#### Records excerpted from a collection:
****

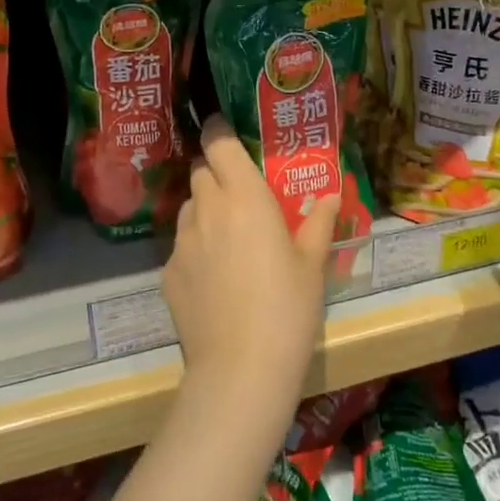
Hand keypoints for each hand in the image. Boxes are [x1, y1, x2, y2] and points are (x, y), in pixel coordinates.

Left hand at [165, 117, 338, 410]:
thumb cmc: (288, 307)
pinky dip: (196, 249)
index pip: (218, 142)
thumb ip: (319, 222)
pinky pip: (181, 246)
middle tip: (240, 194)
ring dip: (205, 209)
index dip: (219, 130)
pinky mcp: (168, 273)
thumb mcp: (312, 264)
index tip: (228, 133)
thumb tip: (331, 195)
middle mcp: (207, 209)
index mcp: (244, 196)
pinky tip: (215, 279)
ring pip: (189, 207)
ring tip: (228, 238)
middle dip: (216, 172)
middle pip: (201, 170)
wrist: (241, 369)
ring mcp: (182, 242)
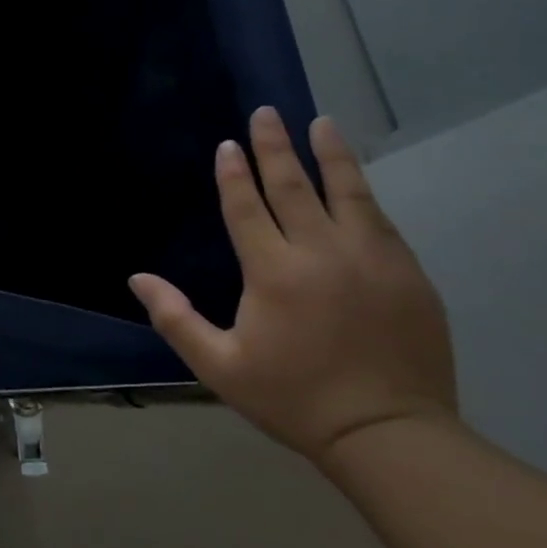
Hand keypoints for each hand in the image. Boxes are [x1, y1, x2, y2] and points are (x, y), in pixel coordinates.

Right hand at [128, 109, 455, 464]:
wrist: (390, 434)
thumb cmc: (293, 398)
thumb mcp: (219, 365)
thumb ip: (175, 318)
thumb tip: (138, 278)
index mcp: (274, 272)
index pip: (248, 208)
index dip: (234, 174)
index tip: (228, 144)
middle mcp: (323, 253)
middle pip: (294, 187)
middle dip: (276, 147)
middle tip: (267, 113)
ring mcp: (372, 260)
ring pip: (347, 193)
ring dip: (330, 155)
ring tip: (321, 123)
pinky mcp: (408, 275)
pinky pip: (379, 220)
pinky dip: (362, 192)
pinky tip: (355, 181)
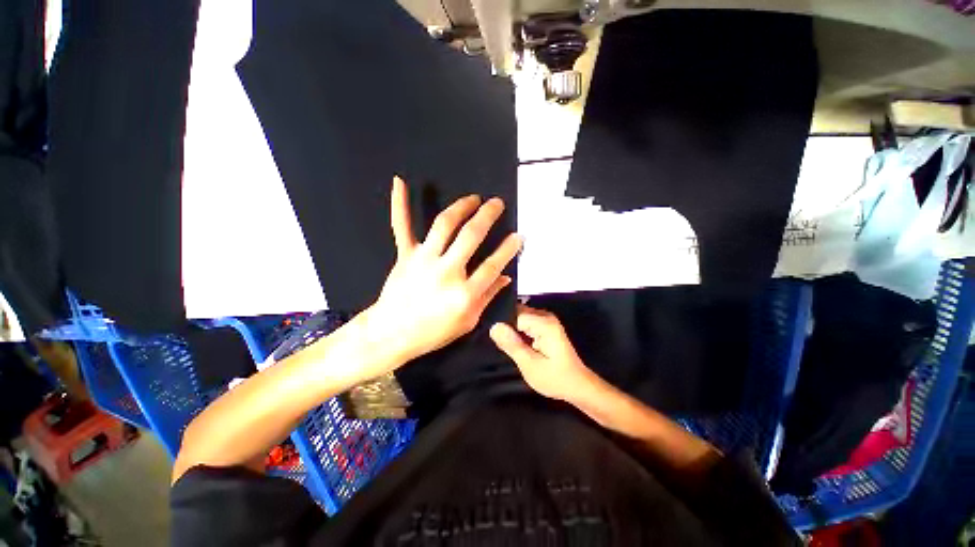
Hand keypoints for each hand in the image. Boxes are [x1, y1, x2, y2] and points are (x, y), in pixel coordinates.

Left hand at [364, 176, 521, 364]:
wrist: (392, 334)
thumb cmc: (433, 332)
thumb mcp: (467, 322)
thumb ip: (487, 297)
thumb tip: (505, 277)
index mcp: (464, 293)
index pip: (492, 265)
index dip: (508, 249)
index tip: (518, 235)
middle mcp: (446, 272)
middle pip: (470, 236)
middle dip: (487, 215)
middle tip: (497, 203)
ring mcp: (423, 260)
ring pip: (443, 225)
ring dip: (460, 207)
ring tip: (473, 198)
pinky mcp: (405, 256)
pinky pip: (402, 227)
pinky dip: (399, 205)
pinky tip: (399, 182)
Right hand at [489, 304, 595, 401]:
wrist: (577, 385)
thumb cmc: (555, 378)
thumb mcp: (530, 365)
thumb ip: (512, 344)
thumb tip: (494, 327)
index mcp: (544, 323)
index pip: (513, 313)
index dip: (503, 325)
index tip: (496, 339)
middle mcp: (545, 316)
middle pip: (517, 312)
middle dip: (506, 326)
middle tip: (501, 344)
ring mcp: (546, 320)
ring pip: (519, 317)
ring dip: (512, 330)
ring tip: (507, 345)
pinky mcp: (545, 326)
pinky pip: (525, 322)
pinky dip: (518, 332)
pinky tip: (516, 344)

****

#### Work instruction:
With the pictures omitted, the entries are to be transcribed in full, exactly as they appear.

#### Output of the task:
Hand keypoints for each hand in the image. Boxes are [x1, y1, x2, y2] and points are (x, y), in pixel coordinates.

Left hand at [165, 117, 338, 410]:
thumb cmc: (288, 307)
pinky dip: (196, 249)
index pip: (218, 142)
thumb ip: (319, 222)
pinky pip: (181, 246)
middle tip: (240, 194)
ring dip: (205, 209)
index dip: (219, 130)
pinky mcp: (168, 273)
thumb mcp: (312, 264)
index tip: (228, 133)
thumb tip: (331, 195)
middle mcp: (207, 209)
index mcp: (244, 196)
pinky tip: (215, 279)
ring pip: (189, 207)
ring tip: (228, 238)
middle dip: (216, 172)
middle pip: (201, 170)
wrist: (241, 369)
ring mcp: (182, 242)
Hand keypoints for each hand in the image. Boxes are [x1, y1, x2, y2] and points are (x, y), in pixel coordinates.

Right hand at [128, 109, 455, 464]:
wrist: (390, 434)
thumb cmc: (293, 398)
thumb mcp: (219, 365)
thumb ip: (175, 318)
thumb tip: (138, 278)
index mcp: (274, 272)
index pip: (248, 208)
index dip: (234, 174)
index tip: (228, 144)
middle mcp: (323, 253)
middle pip: (294, 187)
middle dip: (276, 147)
middle tip: (267, 113)
ring mcp: (372, 260)
ring pip: (347, 193)
ring dip: (330, 155)
ring tip: (321, 123)
pinky mcp: (408, 275)
pinky pip: (379, 220)
pinky dip: (362, 192)
pinky tip: (355, 181)
Hand keypoints for each hand in the image. Boxes are [x1, y1, x2, y2] and points are (x, y), in pixel coordinates.

Left hand at [364, 176, 521, 364]:
wrist: (392, 334)
thumb cmc: (433, 332)
thumb mcp: (467, 322)
thumb ip: (487, 297)
thumb tip: (505, 277)
index mcp: (464, 293)
index pip: (492, 265)
index dip: (508, 249)
index tip: (518, 235)
middle mcp: (446, 272)
middle pip: (470, 236)
middle dip: (487, 215)
middle tip: (497, 203)
ring mcp: (423, 260)
ring pip: (443, 225)
ring dip: (460, 207)
ring tip: (473, 198)
pinky mcp: (405, 256)
pinky pip: (402, 227)
pinky dip: (399, 205)
pinky tip: (399, 182)
Right hand at [489, 304, 595, 401]:
wrist: (577, 385)
thumb cmc: (555, 378)
thumb mcp: (530, 365)
thumb ip: (512, 344)
thumb tip: (494, 327)
index mcp: (544, 323)
index pip: (513, 313)
index dip: (503, 325)
index tip: (496, 339)
middle mcp: (545, 316)
middle pip: (517, 312)
middle dip: (506, 326)
middle tip: (501, 344)
ring mcp: (546, 320)
ring pip: (519, 317)
ring dip: (512, 330)
ring tip: (507, 345)
pinky mcp: (545, 326)
pinky pip: (525, 322)
pinky dip: (518, 332)
pinky tip: (516, 344)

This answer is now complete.